I apologize if the rest of my post is slightly off-topic for the thread. I'm hoping that it could lead to a better understanding of the application of the formulas which are being discussed.
Originally Posted by travlerajm
The hitting weight is mathematically derived using the momentum balance, assuming that the swing has only translational motion at impact (neglecting the rotational component of the swing).
travlearjm- I've been adjusting the lead on my LM Radicals to try different things. I decided to put more lead on the handle (18 grams, to be exact), but I wrapped it too high. The center of mass is above the 4 cm line, which when using your formula leads to a relatively high hitting weight. This explains what I noticed when hitting with it yesterday, chiefly that it was equally (possibly more) powerful after adding weight to the butt than before, which struck me as odd before I read this post. I had thought that adding the weight should reduce power and it didn't. When I introduced the hitting weight formula to my spreadsheet, I noticed that the 18g didn't reduce the hitting weight at all. So that now makes sense.
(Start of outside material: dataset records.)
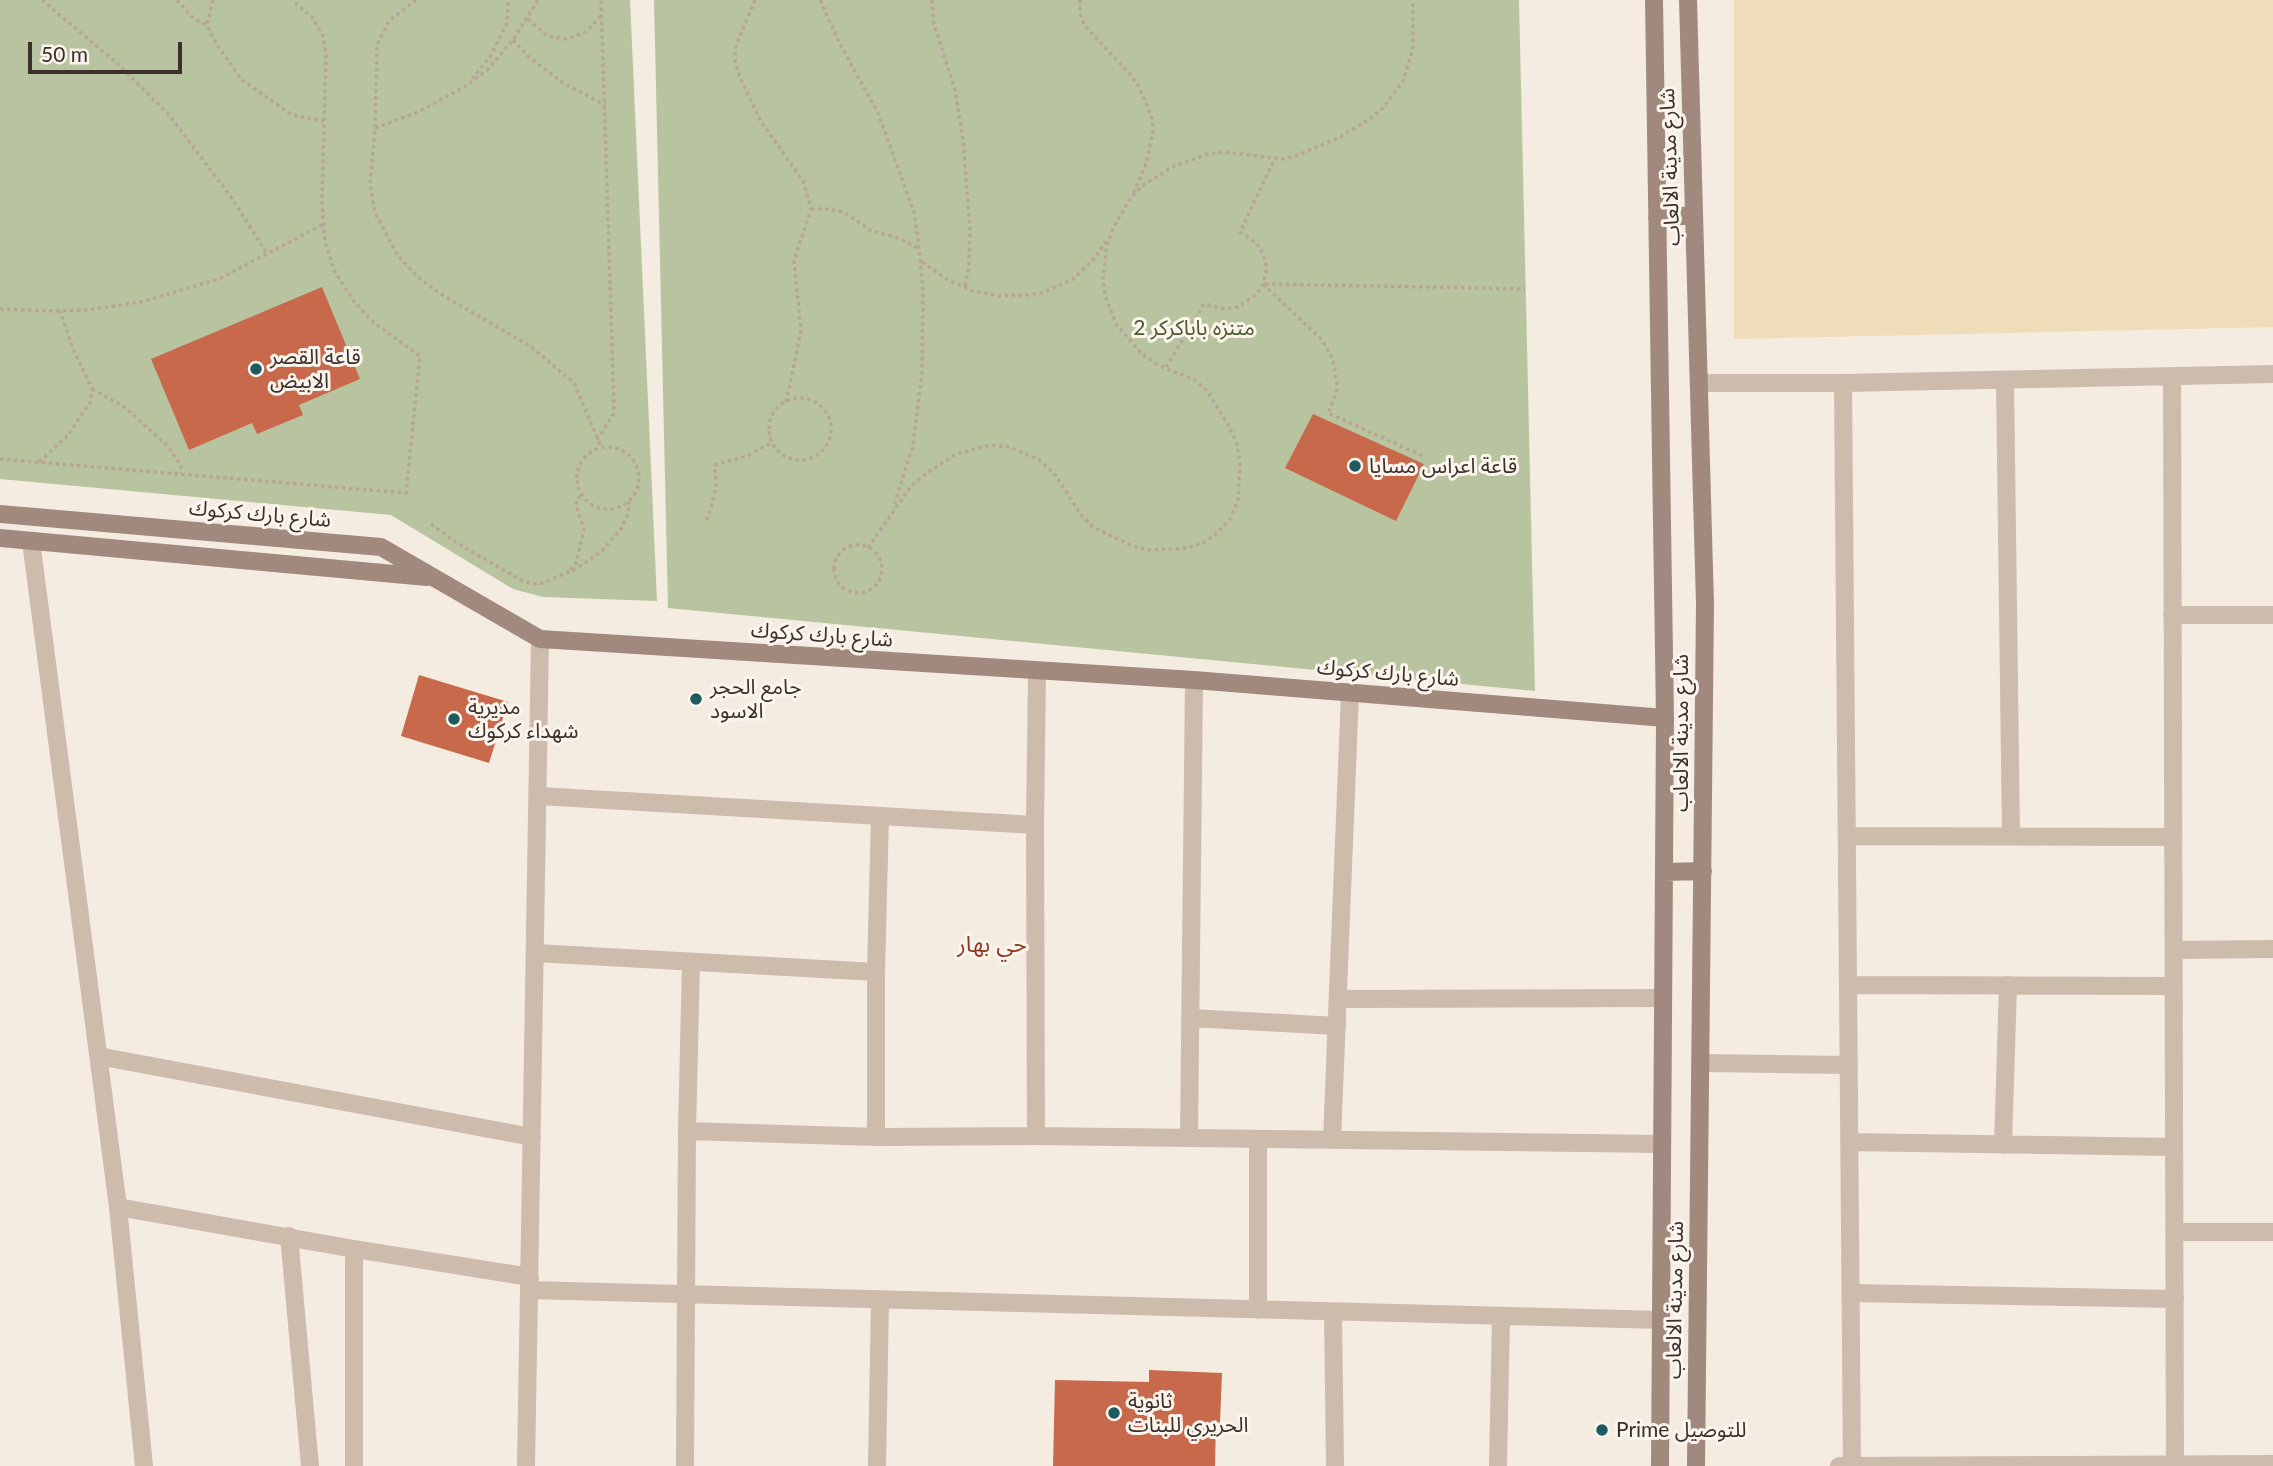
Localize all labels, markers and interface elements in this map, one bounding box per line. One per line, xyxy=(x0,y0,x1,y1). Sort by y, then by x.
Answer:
scale bar xyxy=(32,28,186,72)
text: 50 m xyxy=(41,41,88,66)
street label: شارع مدينة الالعاب xyxy=(1655,88,1685,246)
park label: متنزه باباكركر 2 xyxy=(1133,315,1255,341)
place label: قاعة القصر الابيض xyxy=(270,344,361,394)
marker: قاعة القصر الابيض xyxy=(248,361,264,377)
place label: قاعة اعراس مسايا xyxy=(1369,453,1517,479)
marker: قاعة اعراس مسايا xyxy=(1347,458,1363,474)
street label: شارع بارك كركوك xyxy=(188,495,332,533)
street label: شارع بارك كركوك xyxy=(750,617,894,653)
street label: شارع بارك كركوك xyxy=(1316,654,1460,692)
street label: شارع مدينة الالعاب xyxy=(1668,654,1694,812)
place label: جامع الحجر الاسود xyxy=(710,674,802,724)
marker: جامع الحجر الاسود xyxy=(688,691,704,707)
place label: مديرية شهداء كركوك xyxy=(468,694,579,744)
marker: مديرية شهداء كركوك xyxy=(446,711,462,727)
district label: حي بهار xyxy=(957,931,1027,959)
street label: شارع مدينة الالعاب xyxy=(1661,1221,1689,1379)
place label: ثانوية الحريري للبنات xyxy=(1128,1388,1249,1438)
marker: ثانوية الحريري للبنات xyxy=(1106,1405,1122,1421)
place label: Prime للتوصيل xyxy=(1616,1417,1746,1443)
marker: Prime للتوصيل xyxy=(1594,1422,1610,1438)

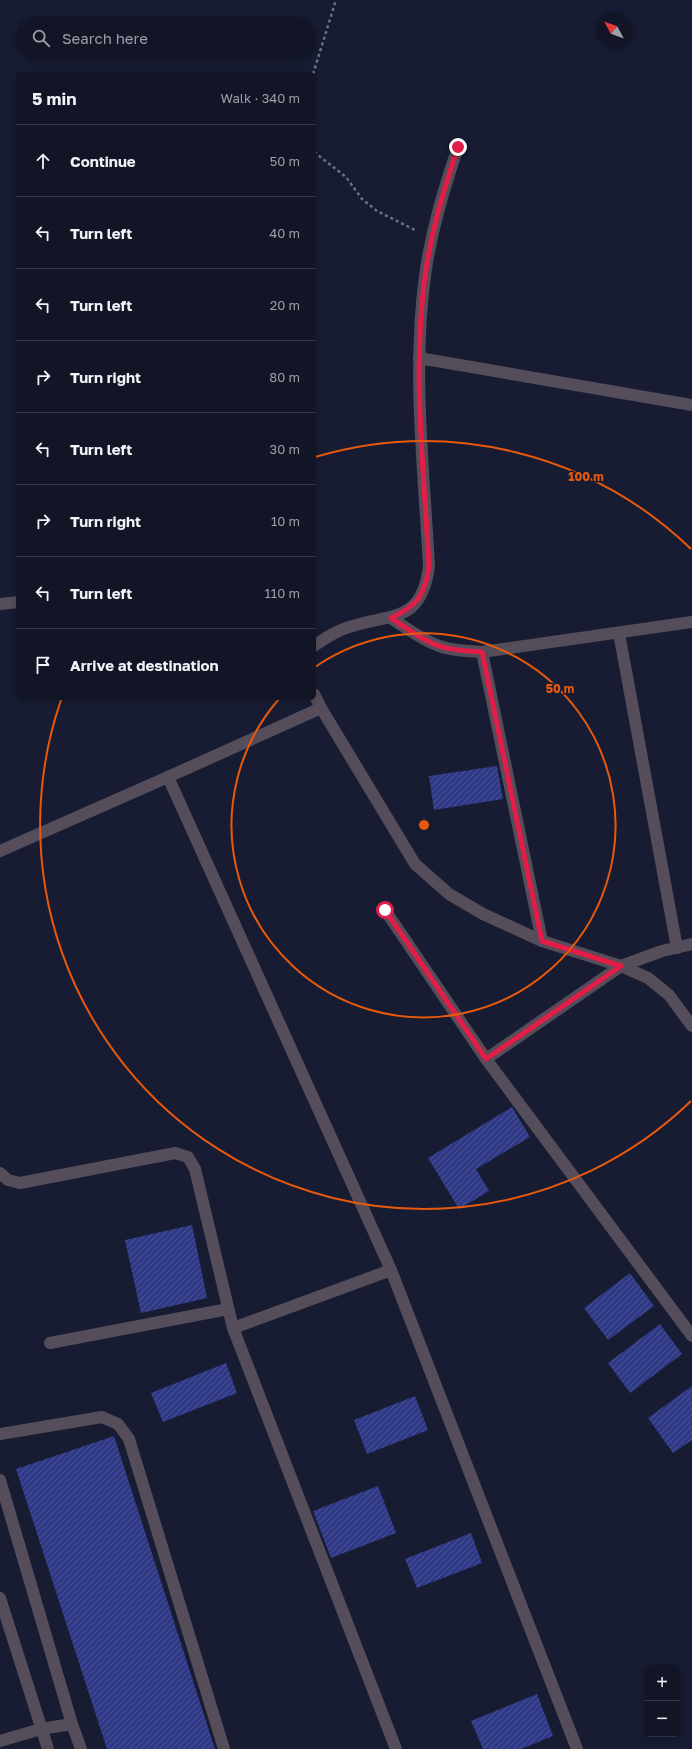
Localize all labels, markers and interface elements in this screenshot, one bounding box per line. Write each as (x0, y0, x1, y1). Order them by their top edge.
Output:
north arrow (596, 12, 632, 48)
search box (16, 16, 316, 60)
icon: search (30, 27, 52, 49)
text: Search here (62, 29, 148, 47)
text: 5 min (32, 88, 76, 109)
text: Walk · 340 m (220, 90, 300, 106)
route end (449, 138, 467, 156)
icon: ahead (32, 150, 54, 172)
text: Continue (70, 152, 136, 170)
text: 50 m (270, 153, 300, 169)
icon: left (32, 222, 54, 244)
text: Turn left (70, 224, 132, 242)
text: 40 m (269, 225, 300, 241)
icon: left (32, 294, 54, 316)
text: Turn left (70, 296, 132, 314)
text: 20 m (270, 297, 300, 313)
icon: right (32, 366, 54, 388)
text: Turn right (70, 368, 141, 386)
text: 80 m (269, 369, 300, 385)
icon: left (32, 438, 54, 460)
text: Turn left (70, 440, 132, 458)
text: 30 m (270, 441, 300, 457)
text: 100 m (568, 469, 604, 484)
icon: right (32, 510, 54, 532)
text: Turn right (70, 512, 141, 530)
text: 10 m (271, 513, 300, 529)
icon: left (32, 582, 54, 604)
text: Turn left (70, 584, 132, 602)
text: 110 m (265, 585, 300, 601)
icon: arrive (32, 654, 54, 676)
text: Arrive at destination (70, 656, 219, 674)
text: 50 m (546, 681, 574, 696)
centre of rings (417, 818, 431, 832)
route start (376, 901, 394, 919)
map controls (644, 1665, 680, 1737)
button: + (644, 1665, 680, 1701)
button: − (644, 1701, 680, 1737)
The question I have is related to something I saw you mention a while back, in your Sampras setup post - that, at a certain point, increasing swingweight will begin to increase spin (due to ball flattening). My desire is to achieve a higher level of spin on the racquet. Is this measure of ball flattening an actual product of swingweight, or is it more related to the ratio of hitting weight to swingweight? Looking at the numbers, it seems to me that if you have two racquets with the same swingweight, the one with lower hitting weight should be more adequate for hitting a ball with more spin. Do you have a direct formula for calculating this ball-flattening, and what are your general thoughts on this?